### Study material
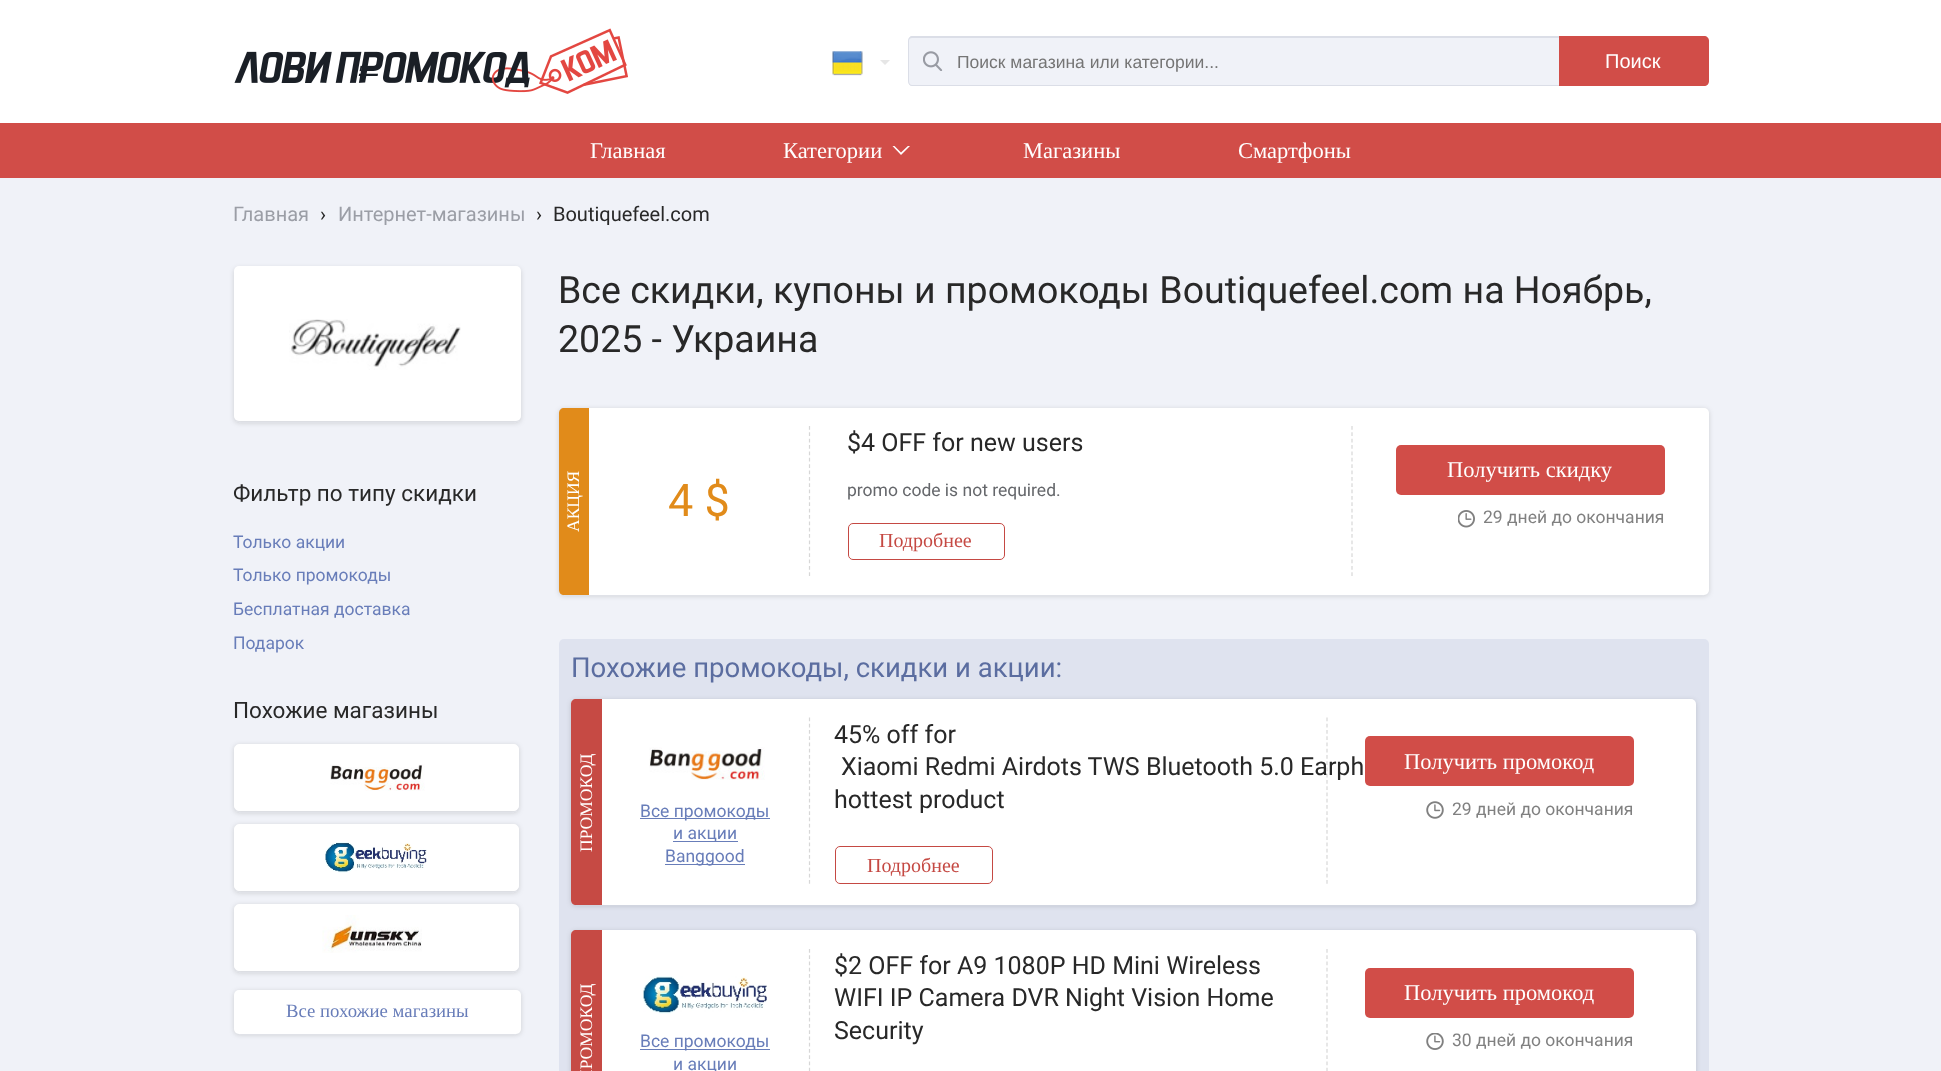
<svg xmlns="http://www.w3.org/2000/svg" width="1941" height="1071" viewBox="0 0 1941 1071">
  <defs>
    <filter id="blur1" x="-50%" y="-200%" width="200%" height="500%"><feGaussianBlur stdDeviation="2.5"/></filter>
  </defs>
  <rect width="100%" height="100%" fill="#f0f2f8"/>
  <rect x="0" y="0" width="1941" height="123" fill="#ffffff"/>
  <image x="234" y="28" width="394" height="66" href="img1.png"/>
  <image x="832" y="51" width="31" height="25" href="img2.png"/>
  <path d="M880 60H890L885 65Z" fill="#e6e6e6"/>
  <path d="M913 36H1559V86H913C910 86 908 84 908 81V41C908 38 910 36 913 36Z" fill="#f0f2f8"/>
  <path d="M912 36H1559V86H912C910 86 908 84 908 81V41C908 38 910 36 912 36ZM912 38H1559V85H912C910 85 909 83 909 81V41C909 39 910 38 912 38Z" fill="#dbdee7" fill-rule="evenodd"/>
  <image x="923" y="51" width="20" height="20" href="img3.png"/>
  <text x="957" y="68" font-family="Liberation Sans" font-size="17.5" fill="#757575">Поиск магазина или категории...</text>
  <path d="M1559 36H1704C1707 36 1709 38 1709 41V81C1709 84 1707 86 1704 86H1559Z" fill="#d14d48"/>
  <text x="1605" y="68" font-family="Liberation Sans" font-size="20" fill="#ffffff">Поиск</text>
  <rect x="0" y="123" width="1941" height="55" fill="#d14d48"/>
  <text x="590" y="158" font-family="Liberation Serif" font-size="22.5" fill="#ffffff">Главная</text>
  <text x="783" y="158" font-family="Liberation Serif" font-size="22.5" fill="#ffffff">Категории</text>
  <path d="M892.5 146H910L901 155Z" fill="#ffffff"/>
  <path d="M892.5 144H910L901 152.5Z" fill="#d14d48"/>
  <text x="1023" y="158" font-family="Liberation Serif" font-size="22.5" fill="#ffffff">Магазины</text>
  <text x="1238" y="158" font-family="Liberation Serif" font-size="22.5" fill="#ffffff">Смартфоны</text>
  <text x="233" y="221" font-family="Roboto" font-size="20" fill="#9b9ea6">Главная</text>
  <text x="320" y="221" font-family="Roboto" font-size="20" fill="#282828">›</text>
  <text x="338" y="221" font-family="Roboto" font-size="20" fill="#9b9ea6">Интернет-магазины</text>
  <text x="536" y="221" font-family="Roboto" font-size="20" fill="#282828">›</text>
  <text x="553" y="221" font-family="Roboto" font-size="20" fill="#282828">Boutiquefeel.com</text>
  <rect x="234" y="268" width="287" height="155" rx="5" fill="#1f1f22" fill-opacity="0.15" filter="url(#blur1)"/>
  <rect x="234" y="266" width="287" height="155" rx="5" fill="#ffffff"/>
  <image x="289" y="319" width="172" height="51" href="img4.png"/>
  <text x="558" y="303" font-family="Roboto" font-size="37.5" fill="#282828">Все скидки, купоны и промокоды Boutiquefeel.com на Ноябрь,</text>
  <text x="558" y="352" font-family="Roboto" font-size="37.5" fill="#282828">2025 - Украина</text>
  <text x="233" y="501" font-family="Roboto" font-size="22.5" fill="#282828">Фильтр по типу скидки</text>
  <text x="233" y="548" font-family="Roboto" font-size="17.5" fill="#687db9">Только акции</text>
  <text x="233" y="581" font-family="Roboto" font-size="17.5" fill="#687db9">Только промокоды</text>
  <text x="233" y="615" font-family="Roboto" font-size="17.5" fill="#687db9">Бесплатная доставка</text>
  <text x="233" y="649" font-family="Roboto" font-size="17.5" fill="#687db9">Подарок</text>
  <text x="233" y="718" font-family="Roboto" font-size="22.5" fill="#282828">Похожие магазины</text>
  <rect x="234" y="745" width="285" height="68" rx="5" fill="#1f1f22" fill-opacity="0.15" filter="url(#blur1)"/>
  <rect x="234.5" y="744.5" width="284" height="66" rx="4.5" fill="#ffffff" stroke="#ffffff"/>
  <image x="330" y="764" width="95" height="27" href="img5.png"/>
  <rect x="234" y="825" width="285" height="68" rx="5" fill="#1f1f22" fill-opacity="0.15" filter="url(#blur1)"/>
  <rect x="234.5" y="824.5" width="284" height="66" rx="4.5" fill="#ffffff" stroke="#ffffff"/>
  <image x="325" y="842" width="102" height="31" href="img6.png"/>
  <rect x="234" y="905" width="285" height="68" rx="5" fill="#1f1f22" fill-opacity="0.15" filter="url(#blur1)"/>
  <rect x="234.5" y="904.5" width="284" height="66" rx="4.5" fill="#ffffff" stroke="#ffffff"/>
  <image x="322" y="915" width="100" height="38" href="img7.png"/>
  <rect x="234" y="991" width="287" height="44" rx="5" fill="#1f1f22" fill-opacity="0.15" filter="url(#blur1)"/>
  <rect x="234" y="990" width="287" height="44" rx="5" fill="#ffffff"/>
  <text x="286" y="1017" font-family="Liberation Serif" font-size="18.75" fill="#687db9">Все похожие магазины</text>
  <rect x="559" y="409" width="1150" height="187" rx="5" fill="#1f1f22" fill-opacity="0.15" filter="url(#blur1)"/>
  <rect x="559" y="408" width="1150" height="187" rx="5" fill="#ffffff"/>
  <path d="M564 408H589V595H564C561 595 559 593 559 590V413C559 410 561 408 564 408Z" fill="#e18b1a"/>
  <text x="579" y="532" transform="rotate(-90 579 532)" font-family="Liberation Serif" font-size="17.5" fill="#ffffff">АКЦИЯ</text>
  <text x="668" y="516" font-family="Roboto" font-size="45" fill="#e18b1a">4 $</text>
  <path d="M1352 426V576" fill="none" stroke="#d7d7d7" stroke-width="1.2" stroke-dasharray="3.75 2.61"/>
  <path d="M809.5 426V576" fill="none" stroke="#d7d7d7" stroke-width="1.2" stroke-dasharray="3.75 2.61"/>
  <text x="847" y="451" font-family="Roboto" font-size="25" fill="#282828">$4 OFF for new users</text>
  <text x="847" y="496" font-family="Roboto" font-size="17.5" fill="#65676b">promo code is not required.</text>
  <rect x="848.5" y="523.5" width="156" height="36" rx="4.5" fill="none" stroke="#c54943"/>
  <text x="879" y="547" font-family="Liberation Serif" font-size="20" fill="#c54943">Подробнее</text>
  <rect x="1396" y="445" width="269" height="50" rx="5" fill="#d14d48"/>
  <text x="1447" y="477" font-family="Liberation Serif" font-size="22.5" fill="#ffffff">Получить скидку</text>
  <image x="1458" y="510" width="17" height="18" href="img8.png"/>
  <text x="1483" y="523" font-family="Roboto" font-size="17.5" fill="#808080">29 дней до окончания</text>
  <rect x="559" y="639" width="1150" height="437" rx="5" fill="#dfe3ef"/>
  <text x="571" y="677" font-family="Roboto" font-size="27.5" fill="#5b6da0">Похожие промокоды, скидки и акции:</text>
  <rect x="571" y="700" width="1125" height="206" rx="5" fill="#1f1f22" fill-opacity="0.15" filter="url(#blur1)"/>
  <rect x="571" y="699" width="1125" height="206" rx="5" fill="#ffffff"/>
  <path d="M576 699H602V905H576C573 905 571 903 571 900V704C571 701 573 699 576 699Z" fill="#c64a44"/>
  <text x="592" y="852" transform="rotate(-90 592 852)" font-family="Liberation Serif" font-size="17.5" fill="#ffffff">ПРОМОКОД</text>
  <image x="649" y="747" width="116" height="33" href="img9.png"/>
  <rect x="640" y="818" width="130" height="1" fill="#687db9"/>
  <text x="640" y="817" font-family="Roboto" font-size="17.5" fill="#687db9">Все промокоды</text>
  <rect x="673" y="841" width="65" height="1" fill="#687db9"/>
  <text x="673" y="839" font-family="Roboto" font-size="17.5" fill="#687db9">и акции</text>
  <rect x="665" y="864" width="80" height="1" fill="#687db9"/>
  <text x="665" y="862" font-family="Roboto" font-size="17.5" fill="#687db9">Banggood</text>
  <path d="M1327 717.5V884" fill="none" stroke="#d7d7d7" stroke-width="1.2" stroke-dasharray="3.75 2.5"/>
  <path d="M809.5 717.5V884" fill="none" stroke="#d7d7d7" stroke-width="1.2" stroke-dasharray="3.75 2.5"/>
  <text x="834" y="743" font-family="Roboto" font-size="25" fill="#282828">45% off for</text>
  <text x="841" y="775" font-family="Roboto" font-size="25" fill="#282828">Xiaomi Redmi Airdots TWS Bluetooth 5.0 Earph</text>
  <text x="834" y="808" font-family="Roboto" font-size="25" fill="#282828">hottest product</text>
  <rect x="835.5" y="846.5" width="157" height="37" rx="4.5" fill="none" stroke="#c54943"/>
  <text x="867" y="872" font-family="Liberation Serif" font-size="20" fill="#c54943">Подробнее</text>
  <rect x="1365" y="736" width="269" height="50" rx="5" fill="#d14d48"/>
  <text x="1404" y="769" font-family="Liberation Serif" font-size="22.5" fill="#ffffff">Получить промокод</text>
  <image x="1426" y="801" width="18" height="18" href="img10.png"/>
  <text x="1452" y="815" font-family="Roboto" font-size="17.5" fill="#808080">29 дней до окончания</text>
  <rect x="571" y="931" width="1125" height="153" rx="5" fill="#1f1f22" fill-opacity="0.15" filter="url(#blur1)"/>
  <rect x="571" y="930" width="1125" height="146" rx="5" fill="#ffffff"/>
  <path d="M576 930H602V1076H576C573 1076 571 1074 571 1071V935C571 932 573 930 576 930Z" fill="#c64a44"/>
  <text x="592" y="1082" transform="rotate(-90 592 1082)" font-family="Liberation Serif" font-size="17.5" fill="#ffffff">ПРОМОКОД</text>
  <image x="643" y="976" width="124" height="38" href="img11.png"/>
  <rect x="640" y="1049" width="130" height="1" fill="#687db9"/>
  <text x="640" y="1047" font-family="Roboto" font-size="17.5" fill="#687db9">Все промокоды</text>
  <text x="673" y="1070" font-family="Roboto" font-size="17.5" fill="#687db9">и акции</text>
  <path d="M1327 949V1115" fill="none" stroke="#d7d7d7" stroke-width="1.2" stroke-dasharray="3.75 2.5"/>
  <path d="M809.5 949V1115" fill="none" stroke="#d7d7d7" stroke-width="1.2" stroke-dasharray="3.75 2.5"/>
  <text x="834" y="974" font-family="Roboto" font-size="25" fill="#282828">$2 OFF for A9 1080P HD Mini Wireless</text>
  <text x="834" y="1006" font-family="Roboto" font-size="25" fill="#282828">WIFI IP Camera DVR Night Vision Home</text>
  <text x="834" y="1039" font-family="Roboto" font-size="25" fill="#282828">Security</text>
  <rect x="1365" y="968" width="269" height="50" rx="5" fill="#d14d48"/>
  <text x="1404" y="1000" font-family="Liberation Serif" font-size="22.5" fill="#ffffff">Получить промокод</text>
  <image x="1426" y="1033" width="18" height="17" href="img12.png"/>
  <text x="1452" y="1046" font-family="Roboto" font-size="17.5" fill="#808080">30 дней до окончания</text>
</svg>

### What you are asked to do
From the records above, return each line that includes "dasharray".

### Answer to the exercise
  <path d="M1352 426V576" fill="none" stroke="#d7d7d7" stroke-width="1.2" stroke-dasharray="3.75 2.61"/>
  <path d="M809.5 426V576" fill="none" stroke="#d7d7d7" stroke-width="1.2" stroke-dasharray="3.75 2.61"/>
  <path d="M1327 717.5V884" fill="none" stroke="#d7d7d7" stroke-width="1.2" stroke-dasharray="3.75 2.5"/>
  <path d="M809.5 717.5V884" fill="none" stroke="#d7d7d7" stroke-width="1.2" stroke-dasharray="3.75 2.5"/>
  <path d="M1327 949V1115" fill="none" stroke="#d7d7d7" stroke-width="1.2" stroke-dasharray="3.75 2.5"/>
  <path d="M809.5 949V1115" fill="none" stroke="#d7d7d7" stroke-width="1.2" stroke-dasharray="3.75 2.5"/>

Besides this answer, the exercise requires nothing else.